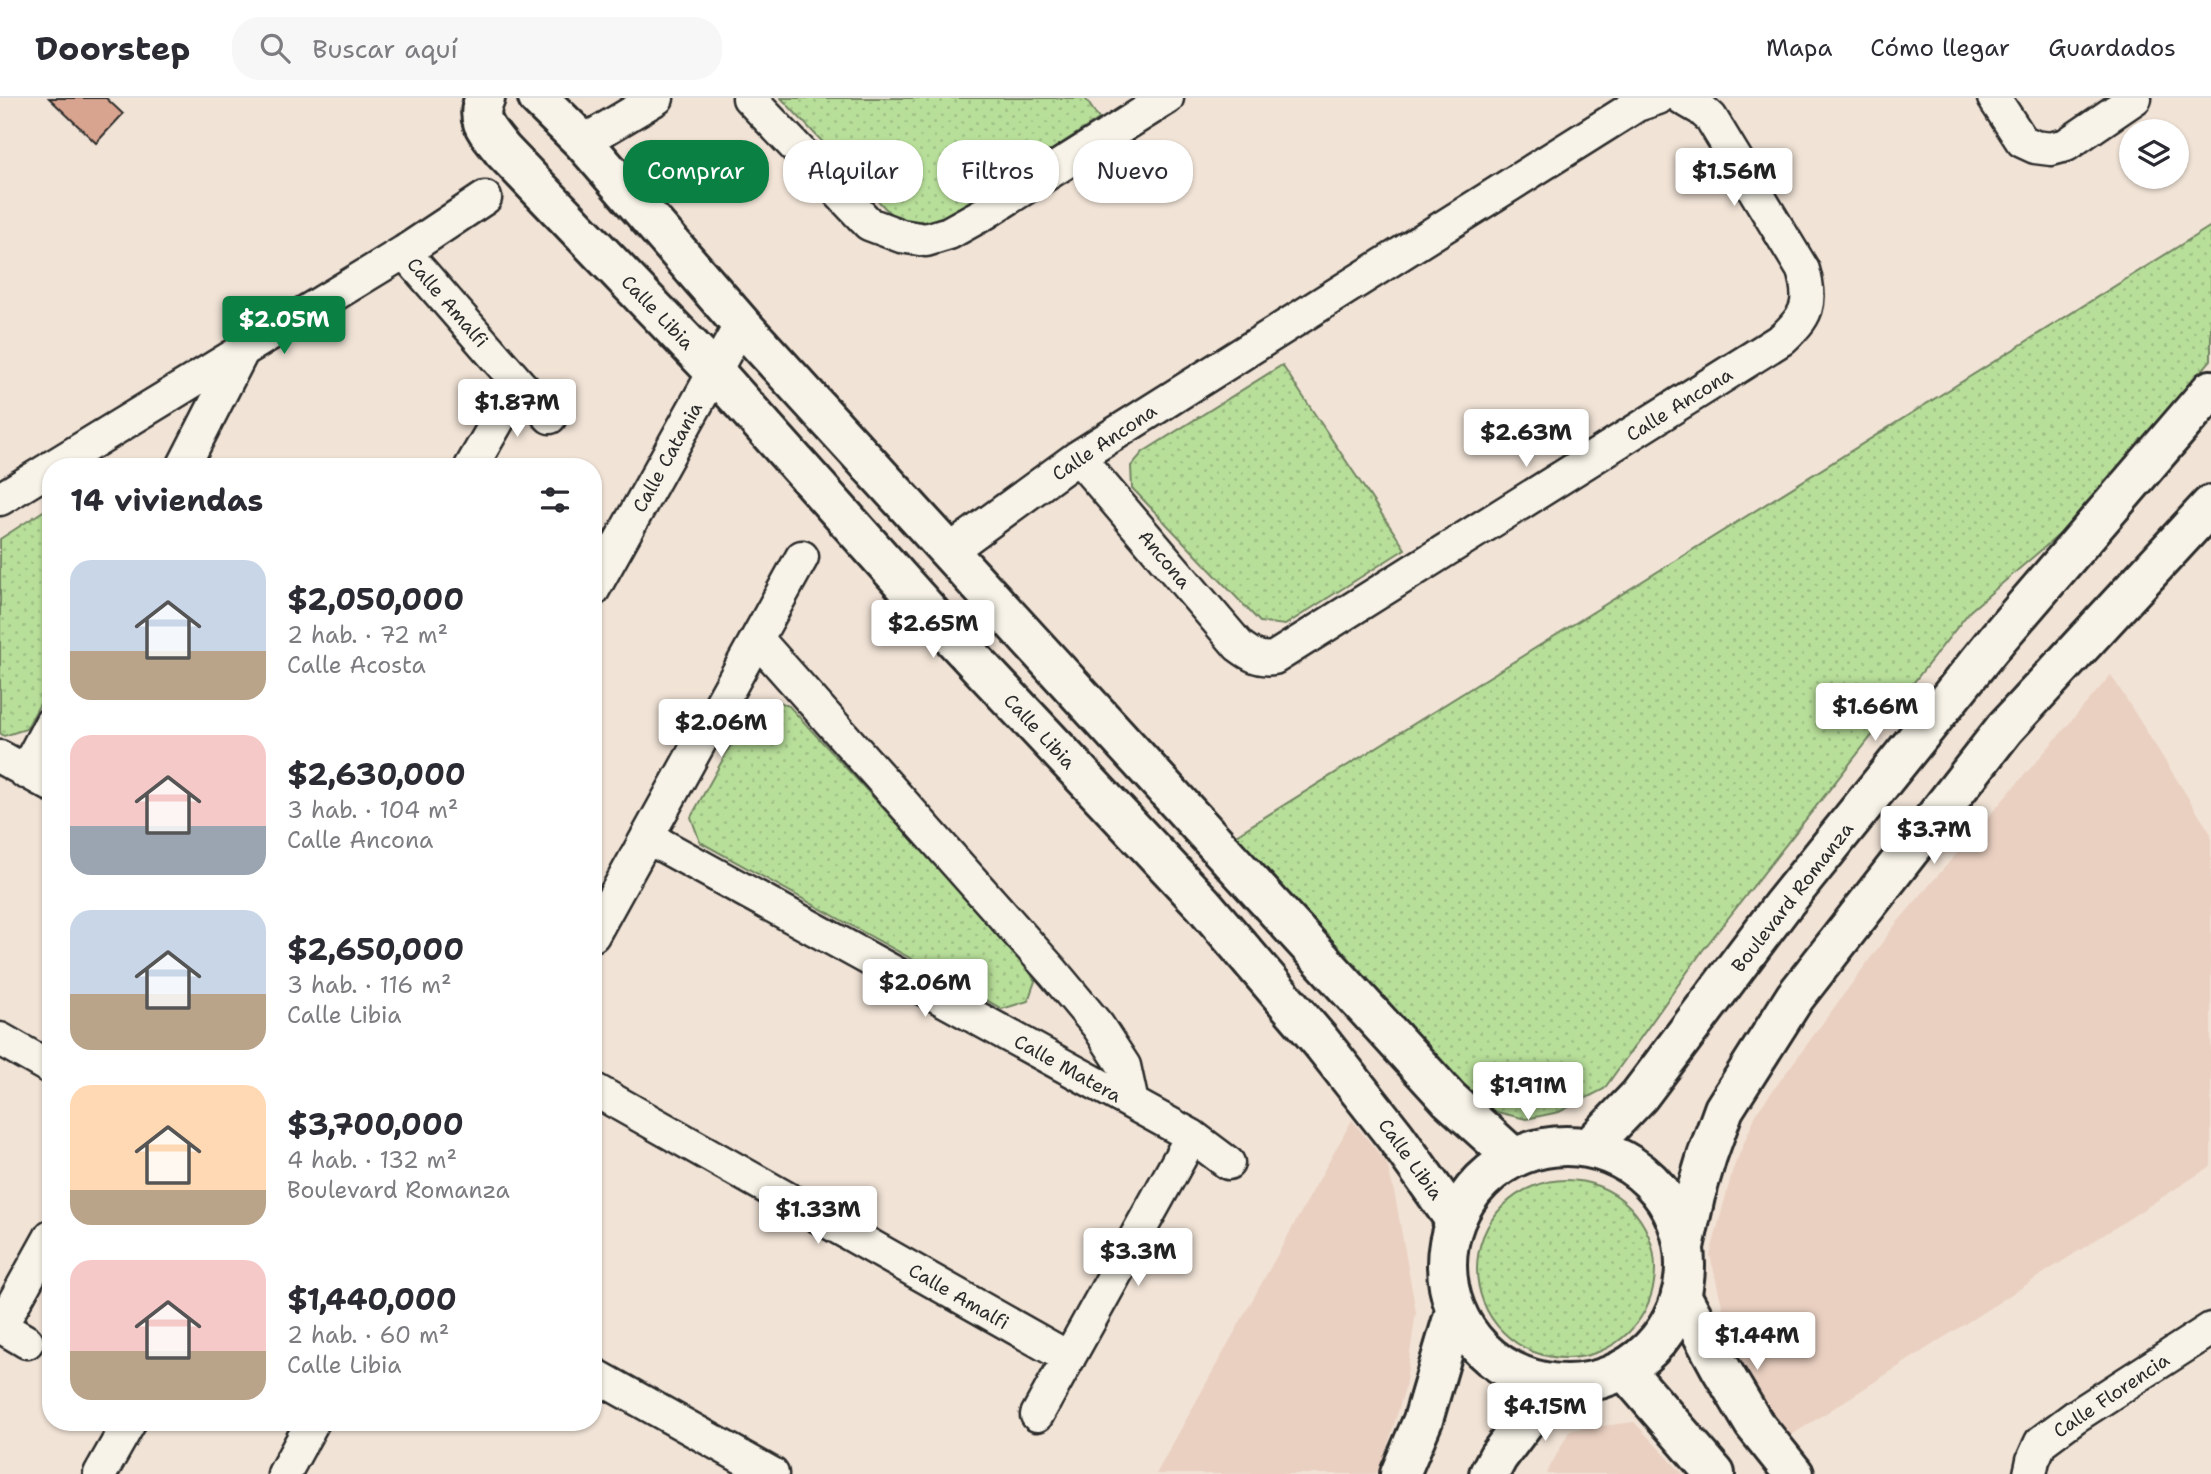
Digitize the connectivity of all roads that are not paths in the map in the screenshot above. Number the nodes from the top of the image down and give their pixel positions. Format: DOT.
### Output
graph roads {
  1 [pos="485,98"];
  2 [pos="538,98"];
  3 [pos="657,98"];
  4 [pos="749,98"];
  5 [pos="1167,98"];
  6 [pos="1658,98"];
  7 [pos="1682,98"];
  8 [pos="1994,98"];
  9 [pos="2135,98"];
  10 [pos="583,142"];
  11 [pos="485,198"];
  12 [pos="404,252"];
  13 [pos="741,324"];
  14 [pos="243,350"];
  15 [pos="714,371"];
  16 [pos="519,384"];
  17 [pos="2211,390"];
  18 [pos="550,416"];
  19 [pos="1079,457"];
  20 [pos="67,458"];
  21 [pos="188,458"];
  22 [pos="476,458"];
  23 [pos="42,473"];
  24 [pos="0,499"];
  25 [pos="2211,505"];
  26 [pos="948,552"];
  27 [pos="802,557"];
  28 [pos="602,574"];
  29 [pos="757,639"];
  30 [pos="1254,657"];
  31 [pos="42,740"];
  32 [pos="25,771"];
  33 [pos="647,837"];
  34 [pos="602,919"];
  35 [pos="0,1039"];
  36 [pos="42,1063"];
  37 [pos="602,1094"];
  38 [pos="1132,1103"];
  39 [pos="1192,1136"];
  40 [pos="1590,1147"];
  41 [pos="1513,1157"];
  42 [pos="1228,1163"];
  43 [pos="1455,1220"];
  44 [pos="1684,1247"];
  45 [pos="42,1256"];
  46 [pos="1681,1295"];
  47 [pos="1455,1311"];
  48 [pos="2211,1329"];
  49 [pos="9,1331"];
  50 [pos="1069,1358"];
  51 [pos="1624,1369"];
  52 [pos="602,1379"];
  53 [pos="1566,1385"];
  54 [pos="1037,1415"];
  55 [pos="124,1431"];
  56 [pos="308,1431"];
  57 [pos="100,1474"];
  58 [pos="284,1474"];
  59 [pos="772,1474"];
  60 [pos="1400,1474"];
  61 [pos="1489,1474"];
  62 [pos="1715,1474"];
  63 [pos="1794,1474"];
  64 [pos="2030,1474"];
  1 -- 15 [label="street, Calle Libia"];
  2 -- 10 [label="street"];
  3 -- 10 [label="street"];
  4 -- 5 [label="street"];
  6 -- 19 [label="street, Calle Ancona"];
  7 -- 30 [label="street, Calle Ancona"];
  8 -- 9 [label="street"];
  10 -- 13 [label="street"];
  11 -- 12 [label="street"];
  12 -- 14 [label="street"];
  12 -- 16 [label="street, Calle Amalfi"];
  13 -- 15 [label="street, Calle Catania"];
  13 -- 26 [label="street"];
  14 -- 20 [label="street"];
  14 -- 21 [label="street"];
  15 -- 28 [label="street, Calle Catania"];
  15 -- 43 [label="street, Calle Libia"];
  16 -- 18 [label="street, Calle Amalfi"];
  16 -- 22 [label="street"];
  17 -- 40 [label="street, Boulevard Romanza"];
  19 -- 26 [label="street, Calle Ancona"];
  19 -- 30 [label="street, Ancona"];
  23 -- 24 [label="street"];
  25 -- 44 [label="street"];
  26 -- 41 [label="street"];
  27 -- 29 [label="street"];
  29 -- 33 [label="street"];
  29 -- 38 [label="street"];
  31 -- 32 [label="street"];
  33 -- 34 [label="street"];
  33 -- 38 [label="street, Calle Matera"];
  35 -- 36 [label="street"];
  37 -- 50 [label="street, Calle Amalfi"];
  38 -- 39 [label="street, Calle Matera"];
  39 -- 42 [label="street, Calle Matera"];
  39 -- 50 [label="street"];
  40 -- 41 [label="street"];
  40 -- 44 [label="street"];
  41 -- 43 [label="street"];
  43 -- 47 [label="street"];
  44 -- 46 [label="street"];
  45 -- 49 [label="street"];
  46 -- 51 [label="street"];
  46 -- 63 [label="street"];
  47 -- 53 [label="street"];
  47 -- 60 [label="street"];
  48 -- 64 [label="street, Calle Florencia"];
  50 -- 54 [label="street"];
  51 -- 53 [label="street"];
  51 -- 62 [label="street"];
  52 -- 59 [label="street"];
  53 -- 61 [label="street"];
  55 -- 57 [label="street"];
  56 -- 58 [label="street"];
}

[Task to carry out] Copy whichever lines of the records above contain the word "Ancona".

[Finished exercise]
  6 -- 19 [label="street, Calle Ancona"];
  7 -- 30 [label="street, Calle Ancona"];
  19 -- 26 [label="street, Calle Ancona"];
  19 -- 30 [label="street, Ancona"];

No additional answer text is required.